Há a presença da mola hidatiforme, um ovo inviável formado pelo embrião e pelo trofoblasto, que não chega a constituir um ser vivente. Não havendo vida, a remoção da mola não constitui crime de aborto. Como já dito, também não há aborto na gravidez anembrionária ou anembrionada. Além da vida do nascituro, nos crimes de aborto provocado por terceiro com ou sem o consentimento da vítima, também são tuteladas vida, integridade corporal e saúde da gestante. Aliás, essa proteção à gestante fica bem clara nas hipóteses de aborto permitido. Não há a tutela, entretanto, no autoaborto e no consentimento para o aborto, pois o direito penal pátrio não pune a autolesão. O objeto material do aborto é, em regra, o nascituro. Excepcionalmente, a gestante.

O aborto é um tema complexo e controverso que envolve questões médicas, éticas, sociais e legais. Existem diversas opiniões e perspectivas sobre o aborto e seus impactos nas mulheres. Alguns dos problemas relacionados ao aborto incluem:

  1. Acesso limitado: Em muitos lugares ao redor do mundo, o acesso ao aborto seguro e legal ainda é restrito. Isso pode levar as mulheres a buscarem métodos inseguros e clandestinos, colocando em risco sua saúde e vida.
  2. Riscos à saúde: O aborto realizado em condições não seguras ou por pessoas sem qualificação médica pode levar a complicações graves e até mesmo à morte.
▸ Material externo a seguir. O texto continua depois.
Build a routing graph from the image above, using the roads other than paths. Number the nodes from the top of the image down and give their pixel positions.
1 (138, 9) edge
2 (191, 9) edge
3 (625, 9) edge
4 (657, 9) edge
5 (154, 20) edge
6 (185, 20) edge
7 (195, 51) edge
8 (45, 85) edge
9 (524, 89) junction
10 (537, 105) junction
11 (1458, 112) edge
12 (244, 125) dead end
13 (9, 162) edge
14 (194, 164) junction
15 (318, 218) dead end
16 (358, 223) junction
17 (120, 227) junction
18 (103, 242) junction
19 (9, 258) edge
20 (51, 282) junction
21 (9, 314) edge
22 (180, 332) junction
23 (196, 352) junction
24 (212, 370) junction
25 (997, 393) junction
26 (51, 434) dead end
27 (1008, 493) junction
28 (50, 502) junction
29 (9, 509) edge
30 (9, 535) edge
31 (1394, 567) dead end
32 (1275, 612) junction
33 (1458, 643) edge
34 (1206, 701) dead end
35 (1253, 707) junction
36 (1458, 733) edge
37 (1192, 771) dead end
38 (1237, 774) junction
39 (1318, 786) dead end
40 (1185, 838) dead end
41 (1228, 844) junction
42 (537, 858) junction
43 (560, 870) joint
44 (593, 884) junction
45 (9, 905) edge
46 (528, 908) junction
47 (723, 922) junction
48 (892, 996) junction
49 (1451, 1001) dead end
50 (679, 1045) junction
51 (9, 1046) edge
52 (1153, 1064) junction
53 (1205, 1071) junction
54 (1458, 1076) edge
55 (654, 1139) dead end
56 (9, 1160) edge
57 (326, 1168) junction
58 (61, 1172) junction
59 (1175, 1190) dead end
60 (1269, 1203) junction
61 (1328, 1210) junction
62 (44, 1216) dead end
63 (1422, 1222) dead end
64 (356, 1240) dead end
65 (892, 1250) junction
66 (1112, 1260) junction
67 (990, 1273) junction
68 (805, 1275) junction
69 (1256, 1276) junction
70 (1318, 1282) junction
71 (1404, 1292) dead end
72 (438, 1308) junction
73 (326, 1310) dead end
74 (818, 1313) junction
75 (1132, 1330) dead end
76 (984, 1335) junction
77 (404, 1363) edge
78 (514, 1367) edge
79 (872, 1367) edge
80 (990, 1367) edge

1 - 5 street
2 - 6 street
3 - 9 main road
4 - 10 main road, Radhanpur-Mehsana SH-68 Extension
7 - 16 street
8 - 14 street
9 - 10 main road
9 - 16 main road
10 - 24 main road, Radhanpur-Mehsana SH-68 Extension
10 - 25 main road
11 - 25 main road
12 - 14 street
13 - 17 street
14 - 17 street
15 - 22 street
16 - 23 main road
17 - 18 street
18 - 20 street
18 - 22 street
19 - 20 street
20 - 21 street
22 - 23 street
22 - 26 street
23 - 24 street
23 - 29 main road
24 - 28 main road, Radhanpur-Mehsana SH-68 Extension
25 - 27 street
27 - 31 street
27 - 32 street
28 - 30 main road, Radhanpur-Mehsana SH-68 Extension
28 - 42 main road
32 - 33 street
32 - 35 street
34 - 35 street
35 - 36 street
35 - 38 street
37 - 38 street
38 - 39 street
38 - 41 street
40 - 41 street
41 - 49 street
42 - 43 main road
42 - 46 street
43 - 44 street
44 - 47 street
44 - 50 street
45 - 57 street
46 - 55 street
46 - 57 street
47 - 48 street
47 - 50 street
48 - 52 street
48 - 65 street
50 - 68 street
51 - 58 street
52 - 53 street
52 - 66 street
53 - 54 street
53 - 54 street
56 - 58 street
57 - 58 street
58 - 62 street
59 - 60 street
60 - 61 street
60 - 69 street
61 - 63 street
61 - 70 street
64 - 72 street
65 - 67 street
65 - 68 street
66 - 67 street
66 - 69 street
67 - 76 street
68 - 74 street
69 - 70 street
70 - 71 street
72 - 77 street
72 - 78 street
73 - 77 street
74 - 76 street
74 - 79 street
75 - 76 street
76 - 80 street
Quando as mulheres não têm acesso ao aborto legal, elas correm um maior risco de sofrer danos à saúde.
  3. Estigma social: O aborto muitas vezes é cercado por estigma e julgamento social. Mulheres que escolhem fazer um aborto podem enfrentar discriminação, isolamento e rejeição de suas comunidades, amigos e familiares.
  4. Impacto emocional: O aborto pode ser uma decisão emocionalmente difícil para as mulheres. Algumas podem experimentar sentimentos de tristeza, culpa, arrependimento ou luto após o procedimento. O suporte emocional adequado é fundamental para ajudar as mulheres a lidarem com essas emoções.
  5. Barreiras legais: Em países onde o aborto é ilegal ou restrito, as mulheres podem enfrentar criminalização e punições legais por procurarem um aborto. Isso pode levar à insegurança jurídica e impedir que as mulheres busquem cuidados médicos adequados.

É importante lembrar que as experiências e consequências do aborto variam de mulher para mulher. Além disso, as opiniões sobre o tema são diversas e podem ser influenciadas por fatores culturais, religiosos e pessoais. É fundamental garantir o acesso a informações precisas sobre saúde reprodutiva e oferecer apoio e opções seguras para as mulheres, independentemente de suas escolhas.